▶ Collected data
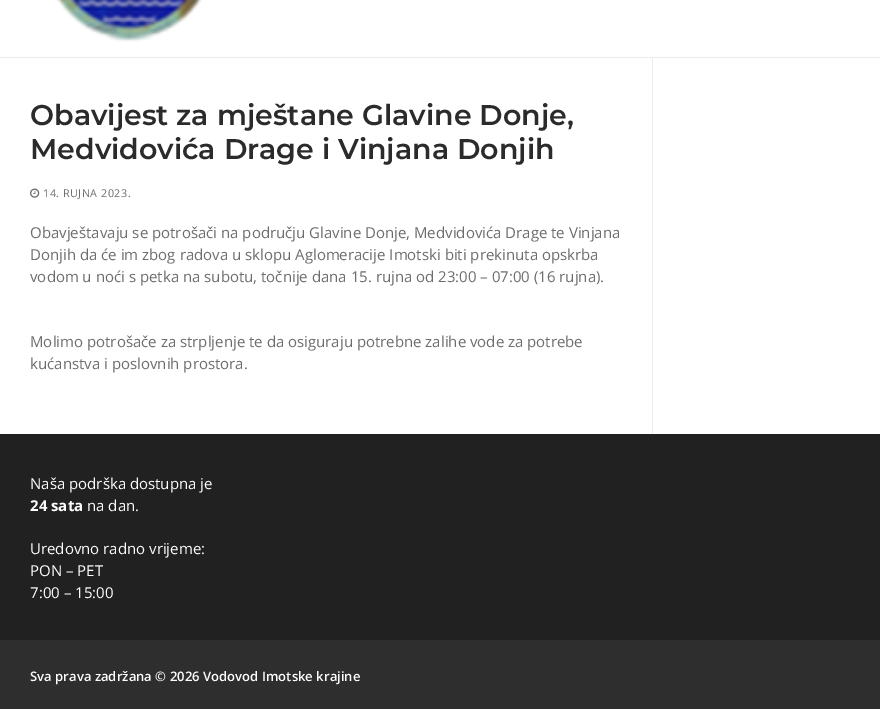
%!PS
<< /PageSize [880 709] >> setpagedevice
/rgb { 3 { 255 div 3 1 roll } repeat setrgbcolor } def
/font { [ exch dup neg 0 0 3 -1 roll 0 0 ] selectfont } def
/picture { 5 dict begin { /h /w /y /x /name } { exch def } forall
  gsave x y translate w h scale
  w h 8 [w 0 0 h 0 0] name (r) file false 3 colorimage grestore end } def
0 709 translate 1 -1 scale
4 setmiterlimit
255 255 255 rgb
0 0 880 709 rectfill
234 234 234 rgb
0 57 880 1 rectfill
(img/1.rgb) 57 0 145 42 picture
234 236 238 rgb
652 58 1 376 rectfill
(img/2.rgb) 30 188 10 10 picture
33 33 33 rgb
0 434 880 206 rectfill
46 46 46 rgb
0 640 880 69 rectfill
/Montserrat-SemiBold 28.5 font
43 43 43 rgb
30 125 moveto (Obavijest za mještane Glavine Donje,) show
30 159 moveto (Medvidovića Drage i Vinjana Donjih) show
/OpenSans-Regular 10.75 font
109 109 109 rgb
43 197 moveto 0.5 0 (14. RUJNA 2023.) ashow
/OpenSans-Regular 15 font
[
  [(Obavještavaju se potrošači na području Glavine Donje, Medvidovića Drage te Vinjana) 30 238]
  [(Donjih da će im zbog radova u sklopu Aglomeracije Imotski biti prekinuta opskrba) 30 260]
  [(vodom u noći s petka na subotu, točnije dana 15. rujna od 23:00 – 07:00 \(16 rujna\).) 30 282]
  [(Molimo potrošače za strpljenje te da osiguraju potrebne zalihe vode za potrebe) 30 347]
  [(kućanstva i poslovnih prostora.) 30 369]
] { aload pop moveto show } forall
253 253 253 rgb
30 489 moveto (Naša podrška dostupna je) show
/OpenSans-Bold 15 font
30 511 moveto (24 sata) show
/OpenSans-Regular 15 font
[
  [(na dan.) 87 511]
  [(Uredovno radno vrijeme:) 30 554]
  [(PON – PET) 30 576]
  [(7:00 – 15:00) 30 598]
] { aload pop moveto show } forall
/OpenSans-SemiBold 13.1 font
30 681 moveto (Sva prava zadržana © 2026 Vodovod Imotske krajine) show
showpage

▶ Directions
Reproduce all of the entries above word for word, but leave out their pictures.

▶ Task output
%!PS
<< /PageSize [880 709] >> setpagedevice
/rgb { 3 { 255 div 3 1 roll } repeat setrgbcolor } def
/font { [ exch dup neg 0 0 3 -1 roll 0 0 ] selectfont } def
/picture { 5 dict begin { /h /w /y /x /name } { exch def } forall
  gsave x y translate w h scale
  w h 8 [w 0 0 h 0 0] name (r) file false 3 colorimage grestore end } def
0 709 translate 1 -1 scale
4 setmiterlimit
255 255 255 rgb
0 0 880 709 rectfill
234 234 234 rgb
0 57 880 1 rectfill
(img/1.rgb) 57 0 145 42 picture
234 236 238 rgb
652 58 1 376 rectfill
(img/2.rgb) 30 188 10 10 picture
33 33 33 rgb
0 434 880 206 rectfill
46 46 46 rgb
0 640 880 69 rectfill
/Montserrat-SemiBold 28.5 font
43 43 43 rgb
30 125 moveto (Obavijest za mještane Glavine Donje,) show
30 159 moveto (Medvidovića Drage i Vinjana Donjih) show
/OpenSans-Regular 10.75 font
109 109 109 rgb
43 197 moveto 0.5 0 (14. RUJNA 2023.) ashow
/OpenSans-Regular 15 font
[
  [(Obavještavaju se potrošači na području Glavine Donje, Medvidovića Drage te Vinjana) 30 238]
  [(Donjih da će im zbog radova u sklopu Aglomeracije Imotski biti prekinuta opskrba) 30 260]
  [(vodom u noći s petka na subotu, točnije dana 15. rujna od 23:00 – 07:00 \(16 rujna\).) 30 282]
  [(Molimo potrošače za strpljenje te da osiguraju potrebne zalihe vode za potrebe) 30 347]
  [(kućanstva i poslovnih prostora.) 30 369]
] { aload pop moveto show } forall
253 253 253 rgb
30 489 moveto (Naša podrška dostupna je) show
/OpenSans-Bold 15 font
30 511 moveto (24 sata) show
/OpenSans-Regular 15 font
[
  [(na dan.) 87 511]
  [(Uredovno radno vrijeme:) 30 554]
  [(PON – PET) 30 576]
  [(7:00 – 15:00) 30 598]
] { aload pop moveto show } forall
/OpenSans-SemiBold 13.1 font
30 681 moveto (Sva prava zadržana © 2026 Vodovod Imotske krajine) show
showpage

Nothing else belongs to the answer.